Mohon tunggu...
Dewi Puspasari
Dewi Puspasari Mohon Tunggu... Konsultan - Penulis dan Konsultan TI

Suka baca, dengar musik rock/klasik, dan nonton film unik. Juga nulis di blog: https://dewipuspasari.net; www.keblingerbuku.com; dan www.pustakakulinerku.com

Selanjutnya

Tutup

Seni Artikel Utama

Julini Tak Pernah Mati, Pementasan Mengenang Pendiri Teater Koma

20 Juni 2023   09:35 Diperbarui: 20 Juni 2023   19:35 472
+
Laporkan Konten
Laporkan Akun
Kompasiana adalah platform blog. Konten ini menjadi tanggung jawab bloger dan tidak mewakili pandangan redaksi Kompas.
Lihat foto
Aku puas tertawa menyaksikan lawakan Cak Lontong dan Akbar (Dokumentasi pribadi) 

Norbertus Riantiarno atau yang lebih dikenal sebagai Nano Riantiarno merupakan pendiri Teater Koma. Sejak berdiri tahun 1977, Teater Koma telah banyak mementaskan karya sendiri maupun karya dunia. 

Salah satu pementasannya yang populer yaitu Trilogi Opera Kecoa (Bom Waktu, Opera Kecoa, dan Opera Julini). Untuk memberikan penghormatan kepada mendiang Nano Riantiarno, Agus Noor bersama Indonesia Kita dan Teater Koma menghidupkan kembali tokoh Julini lewat pementasan berjudul Julini Tak Pernah Mati.

Pementasan ini dihelat dua hari di Teater Besar Taman Ismail Marzuki, 16-17 Juni 2023. Pentas ini laku keras terbukti bangku dari lantai dasar hingga lantai tiga hampir semuanya terisi.
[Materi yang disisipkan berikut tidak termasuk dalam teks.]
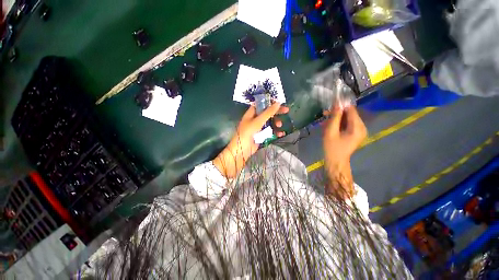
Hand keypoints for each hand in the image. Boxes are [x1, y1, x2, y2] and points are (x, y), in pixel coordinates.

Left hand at [213, 103, 288, 178]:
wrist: (242, 149)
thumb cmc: (248, 132)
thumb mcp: (258, 121)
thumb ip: (268, 112)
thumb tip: (278, 103)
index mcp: (251, 113)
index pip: (262, 104)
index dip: (270, 102)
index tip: (279, 102)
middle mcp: (255, 119)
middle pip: (267, 113)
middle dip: (276, 112)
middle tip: (286, 111)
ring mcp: (259, 127)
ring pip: (270, 122)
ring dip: (276, 123)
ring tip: (279, 125)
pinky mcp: (261, 135)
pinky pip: (270, 131)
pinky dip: (275, 132)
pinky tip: (281, 134)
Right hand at [322, 106, 366, 197]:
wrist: (336, 162)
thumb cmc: (332, 148)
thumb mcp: (330, 131)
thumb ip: (334, 117)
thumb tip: (337, 104)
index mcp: (357, 127)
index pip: (351, 110)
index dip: (341, 106)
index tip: (330, 106)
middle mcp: (362, 127)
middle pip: (350, 114)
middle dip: (337, 113)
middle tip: (325, 115)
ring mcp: (359, 131)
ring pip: (348, 119)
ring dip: (337, 119)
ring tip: (325, 123)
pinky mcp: (355, 133)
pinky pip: (347, 124)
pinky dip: (339, 124)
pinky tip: (330, 127)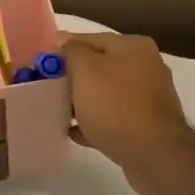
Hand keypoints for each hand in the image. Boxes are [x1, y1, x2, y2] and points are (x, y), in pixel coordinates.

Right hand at [58, 32, 194, 194]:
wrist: (154, 154)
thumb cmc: (117, 106)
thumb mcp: (86, 71)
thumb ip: (71, 52)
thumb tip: (63, 41)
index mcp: (133, 47)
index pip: (90, 39)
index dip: (62, 49)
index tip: (40, 63)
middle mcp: (145, 67)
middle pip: (98, 67)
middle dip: (72, 78)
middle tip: (45, 88)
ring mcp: (147, 99)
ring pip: (105, 95)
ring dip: (81, 102)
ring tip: (54, 112)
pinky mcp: (145, 126)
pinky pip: (112, 119)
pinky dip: (93, 123)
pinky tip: (72, 132)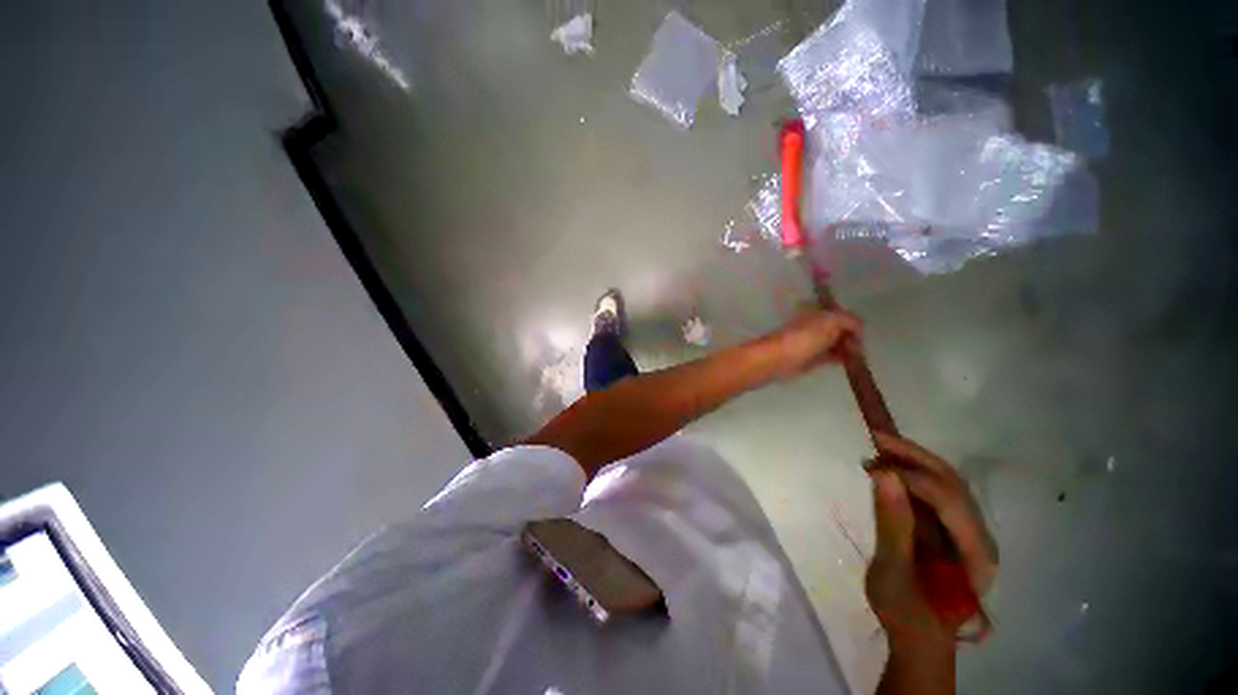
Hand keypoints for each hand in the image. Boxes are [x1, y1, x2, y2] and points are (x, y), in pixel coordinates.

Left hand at [763, 308, 861, 378]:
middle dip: (851, 336)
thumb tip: (859, 327)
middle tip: (859, 347)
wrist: (780, 359)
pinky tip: (850, 362)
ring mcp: (812, 343)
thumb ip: (849, 320)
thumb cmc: (805, 337)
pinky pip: (831, 356)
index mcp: (817, 313)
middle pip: (839, 329)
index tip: (860, 333)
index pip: (840, 314)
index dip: (852, 322)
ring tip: (858, 356)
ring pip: (836, 343)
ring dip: (848, 348)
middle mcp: (815, 326)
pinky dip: (841, 358)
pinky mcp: (811, 359)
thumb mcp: (831, 322)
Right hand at [865, 433, 998, 649]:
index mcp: (975, 552)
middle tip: (875, 436)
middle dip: (914, 455)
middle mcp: (980, 535)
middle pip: (952, 482)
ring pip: (946, 482)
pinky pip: (934, 491)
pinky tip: (887, 467)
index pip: (948, 499)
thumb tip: (884, 475)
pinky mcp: (950, 529)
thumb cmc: (905, 611)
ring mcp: (967, 531)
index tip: (872, 463)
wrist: (918, 635)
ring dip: (912, 460)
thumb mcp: (893, 572)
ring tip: (877, 447)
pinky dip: (910, 473)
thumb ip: (892, 524)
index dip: (912, 476)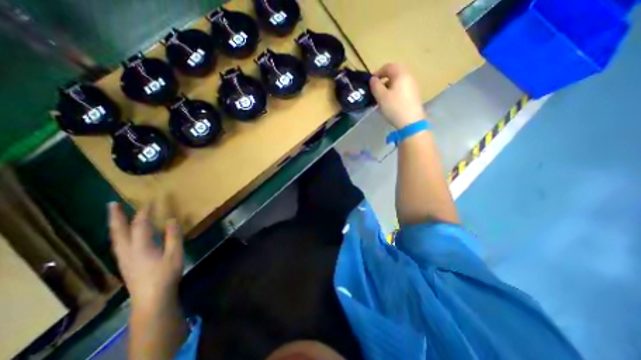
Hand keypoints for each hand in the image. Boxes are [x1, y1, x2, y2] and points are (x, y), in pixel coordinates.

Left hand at [108, 202, 181, 309]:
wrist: (151, 299)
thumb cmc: (165, 275)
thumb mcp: (175, 254)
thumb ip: (173, 236)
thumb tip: (171, 220)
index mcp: (140, 247)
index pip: (140, 225)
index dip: (144, 213)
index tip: (149, 202)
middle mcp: (127, 251)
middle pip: (118, 231)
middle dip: (115, 217)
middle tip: (111, 204)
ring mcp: (124, 259)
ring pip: (115, 239)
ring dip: (115, 225)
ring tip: (115, 217)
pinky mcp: (125, 264)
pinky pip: (118, 245)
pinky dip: (118, 235)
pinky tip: (122, 236)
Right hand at [371, 63, 424, 129]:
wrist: (410, 122)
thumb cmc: (394, 107)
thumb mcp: (381, 96)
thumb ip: (375, 85)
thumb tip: (373, 79)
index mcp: (401, 74)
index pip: (388, 66)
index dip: (378, 72)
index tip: (371, 82)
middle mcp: (409, 77)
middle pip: (394, 74)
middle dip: (383, 81)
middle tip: (376, 90)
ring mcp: (413, 87)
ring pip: (398, 83)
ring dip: (388, 88)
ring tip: (381, 99)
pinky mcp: (414, 96)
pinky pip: (401, 90)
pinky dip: (393, 93)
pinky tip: (389, 103)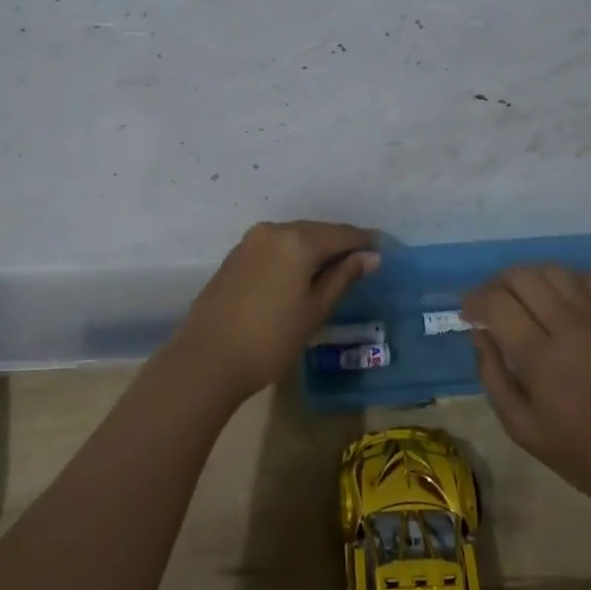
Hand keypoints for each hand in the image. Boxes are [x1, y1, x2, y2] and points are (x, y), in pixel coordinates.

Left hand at [170, 220, 379, 401]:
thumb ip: (343, 277)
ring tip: (333, 270)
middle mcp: (274, 230)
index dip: (365, 242)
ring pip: (294, 237)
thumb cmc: (271, 339)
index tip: (383, 252)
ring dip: (314, 249)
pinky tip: (299, 275)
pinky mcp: (235, 256)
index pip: (342, 233)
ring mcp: (250, 241)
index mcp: (298, 240)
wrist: (207, 359)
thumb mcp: (315, 310)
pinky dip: (292, 255)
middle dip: (340, 244)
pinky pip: (274, 247)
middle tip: (361, 262)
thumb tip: (371, 256)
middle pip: (317, 231)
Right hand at [464, 266, 590, 529]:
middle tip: (491, 306)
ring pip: (555, 270)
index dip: (474, 301)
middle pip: (523, 275)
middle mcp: (569, 325)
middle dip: (497, 284)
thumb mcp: (521, 427)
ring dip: (531, 278)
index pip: (496, 302)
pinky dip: (569, 280)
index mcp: (540, 355)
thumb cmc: (580, 452)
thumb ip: (492, 376)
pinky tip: (562, 300)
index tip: (467, 314)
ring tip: (523, 299)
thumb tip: (480, 335)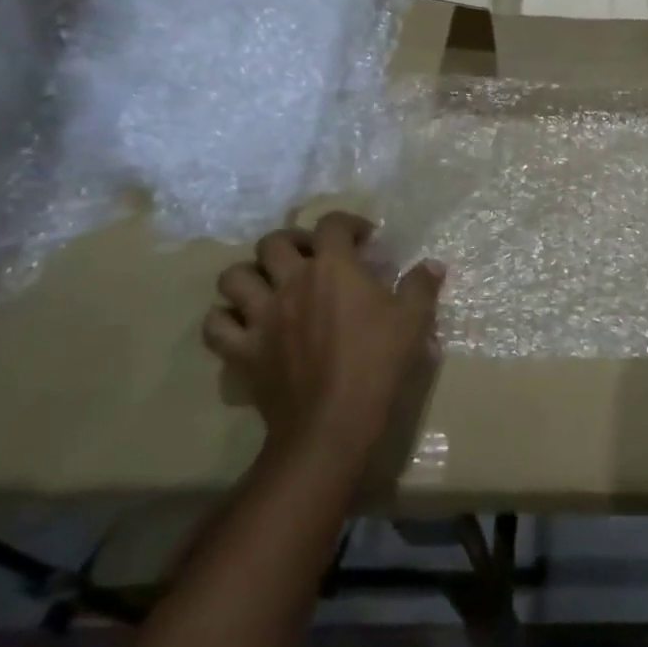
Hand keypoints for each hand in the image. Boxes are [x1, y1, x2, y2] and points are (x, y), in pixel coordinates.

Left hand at [203, 212, 444, 463]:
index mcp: (332, 268)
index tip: (364, 239)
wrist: (332, 423)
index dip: (348, 223)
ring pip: (233, 277)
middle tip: (311, 258)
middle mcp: (290, 282)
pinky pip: (214, 326)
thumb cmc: (376, 363)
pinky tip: (244, 324)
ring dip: (250, 275)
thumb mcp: (413, 320)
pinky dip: (225, 320)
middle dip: (292, 242)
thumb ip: (421, 285)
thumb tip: (432, 265)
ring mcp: (260, 317)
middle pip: (272, 242)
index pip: (332, 224)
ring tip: (270, 285)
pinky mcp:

Aku sendiri berkesempatan menyaksikan pertunjukan teater ini pada Jumat, 16 Juni. 

Aku langsung tertarik ketika melihat para pemerannya, di antaranya ada Butet Kartaredjasa, Djaduk Ferianto, Cak Lontong, Akbar, Marwoto, Rangga Riantiarno, Jajang C. Noer, dan para aktor aktris Teater Koma.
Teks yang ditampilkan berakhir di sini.